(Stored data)
-.-.-
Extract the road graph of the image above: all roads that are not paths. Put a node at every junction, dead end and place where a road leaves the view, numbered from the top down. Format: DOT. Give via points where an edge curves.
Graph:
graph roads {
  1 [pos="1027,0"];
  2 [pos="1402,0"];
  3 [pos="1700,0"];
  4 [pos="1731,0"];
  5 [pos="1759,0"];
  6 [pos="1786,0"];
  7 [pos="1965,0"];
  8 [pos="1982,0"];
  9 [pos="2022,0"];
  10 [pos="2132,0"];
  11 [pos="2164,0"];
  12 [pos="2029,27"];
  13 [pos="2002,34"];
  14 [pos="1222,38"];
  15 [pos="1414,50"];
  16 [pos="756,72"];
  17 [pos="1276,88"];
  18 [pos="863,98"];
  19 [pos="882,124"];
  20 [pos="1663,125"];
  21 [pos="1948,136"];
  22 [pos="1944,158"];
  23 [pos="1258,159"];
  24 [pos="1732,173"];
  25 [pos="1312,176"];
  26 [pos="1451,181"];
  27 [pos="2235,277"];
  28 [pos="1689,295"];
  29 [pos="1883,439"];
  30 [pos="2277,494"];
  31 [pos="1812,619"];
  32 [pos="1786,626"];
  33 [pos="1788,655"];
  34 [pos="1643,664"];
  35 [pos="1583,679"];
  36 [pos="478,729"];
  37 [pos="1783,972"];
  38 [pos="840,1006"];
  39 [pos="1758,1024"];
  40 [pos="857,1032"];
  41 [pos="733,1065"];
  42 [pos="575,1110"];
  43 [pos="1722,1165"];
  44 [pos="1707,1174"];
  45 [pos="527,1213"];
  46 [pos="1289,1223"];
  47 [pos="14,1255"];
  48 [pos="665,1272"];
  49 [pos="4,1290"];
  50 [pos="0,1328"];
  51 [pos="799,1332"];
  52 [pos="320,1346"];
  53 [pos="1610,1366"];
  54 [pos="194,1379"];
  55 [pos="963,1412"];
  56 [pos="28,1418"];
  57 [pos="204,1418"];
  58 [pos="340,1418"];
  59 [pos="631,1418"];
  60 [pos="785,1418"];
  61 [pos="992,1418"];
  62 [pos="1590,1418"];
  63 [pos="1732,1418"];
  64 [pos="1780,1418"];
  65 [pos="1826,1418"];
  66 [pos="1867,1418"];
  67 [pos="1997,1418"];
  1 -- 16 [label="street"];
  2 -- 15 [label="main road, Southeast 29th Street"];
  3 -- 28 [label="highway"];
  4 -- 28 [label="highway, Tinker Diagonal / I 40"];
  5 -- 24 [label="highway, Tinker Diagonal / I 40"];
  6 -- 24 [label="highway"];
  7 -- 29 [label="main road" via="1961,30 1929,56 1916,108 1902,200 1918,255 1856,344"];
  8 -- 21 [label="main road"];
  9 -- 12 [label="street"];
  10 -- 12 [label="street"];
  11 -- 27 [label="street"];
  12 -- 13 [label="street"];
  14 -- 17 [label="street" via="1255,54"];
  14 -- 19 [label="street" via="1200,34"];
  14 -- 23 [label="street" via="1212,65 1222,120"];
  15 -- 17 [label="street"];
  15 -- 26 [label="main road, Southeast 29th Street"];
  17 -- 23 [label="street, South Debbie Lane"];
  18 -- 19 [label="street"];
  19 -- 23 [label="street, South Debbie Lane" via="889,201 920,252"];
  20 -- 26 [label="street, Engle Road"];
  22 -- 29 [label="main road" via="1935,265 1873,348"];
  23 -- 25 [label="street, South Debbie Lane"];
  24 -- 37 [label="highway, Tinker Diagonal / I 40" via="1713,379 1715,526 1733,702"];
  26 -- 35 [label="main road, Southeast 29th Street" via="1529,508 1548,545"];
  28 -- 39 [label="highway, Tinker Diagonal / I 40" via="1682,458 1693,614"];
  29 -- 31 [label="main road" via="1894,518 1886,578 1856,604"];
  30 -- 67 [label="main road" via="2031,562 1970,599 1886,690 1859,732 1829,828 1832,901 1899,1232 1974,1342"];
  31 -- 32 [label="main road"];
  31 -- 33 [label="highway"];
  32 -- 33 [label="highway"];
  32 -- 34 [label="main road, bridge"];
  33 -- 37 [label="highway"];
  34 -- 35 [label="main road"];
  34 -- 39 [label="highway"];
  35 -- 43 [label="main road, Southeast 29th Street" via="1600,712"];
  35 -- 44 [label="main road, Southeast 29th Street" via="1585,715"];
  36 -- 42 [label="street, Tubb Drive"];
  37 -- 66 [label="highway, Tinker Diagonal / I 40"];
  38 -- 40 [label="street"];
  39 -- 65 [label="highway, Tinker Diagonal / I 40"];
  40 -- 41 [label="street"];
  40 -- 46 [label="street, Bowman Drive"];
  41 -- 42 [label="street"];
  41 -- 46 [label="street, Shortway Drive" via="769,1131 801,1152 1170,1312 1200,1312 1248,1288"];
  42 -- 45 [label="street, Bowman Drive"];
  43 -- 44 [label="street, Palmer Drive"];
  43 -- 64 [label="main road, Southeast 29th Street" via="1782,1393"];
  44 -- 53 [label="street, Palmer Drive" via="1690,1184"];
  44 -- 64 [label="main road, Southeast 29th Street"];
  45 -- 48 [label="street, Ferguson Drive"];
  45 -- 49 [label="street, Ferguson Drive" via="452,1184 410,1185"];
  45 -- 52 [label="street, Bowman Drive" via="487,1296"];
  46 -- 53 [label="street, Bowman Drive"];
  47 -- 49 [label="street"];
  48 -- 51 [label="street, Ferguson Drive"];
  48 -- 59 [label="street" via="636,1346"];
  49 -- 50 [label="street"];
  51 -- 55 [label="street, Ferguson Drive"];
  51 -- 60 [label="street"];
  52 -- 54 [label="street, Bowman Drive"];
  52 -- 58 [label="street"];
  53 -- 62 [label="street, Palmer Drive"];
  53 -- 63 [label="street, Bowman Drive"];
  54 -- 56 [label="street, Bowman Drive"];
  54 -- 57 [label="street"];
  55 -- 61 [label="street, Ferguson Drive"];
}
-.-.-
• _REQUIREMENT_:
Each line above where the word "roads" occurs should be copied out.

• _OUTPUT FOR THIS EXERCISE_:
Extract the road graph of the image above: all roads that are not paths. Put a node at every junction, dead end and place where a road leaves the view, numbered from the top down. Format: DOT. Give via points where an edge curves.
graph roads {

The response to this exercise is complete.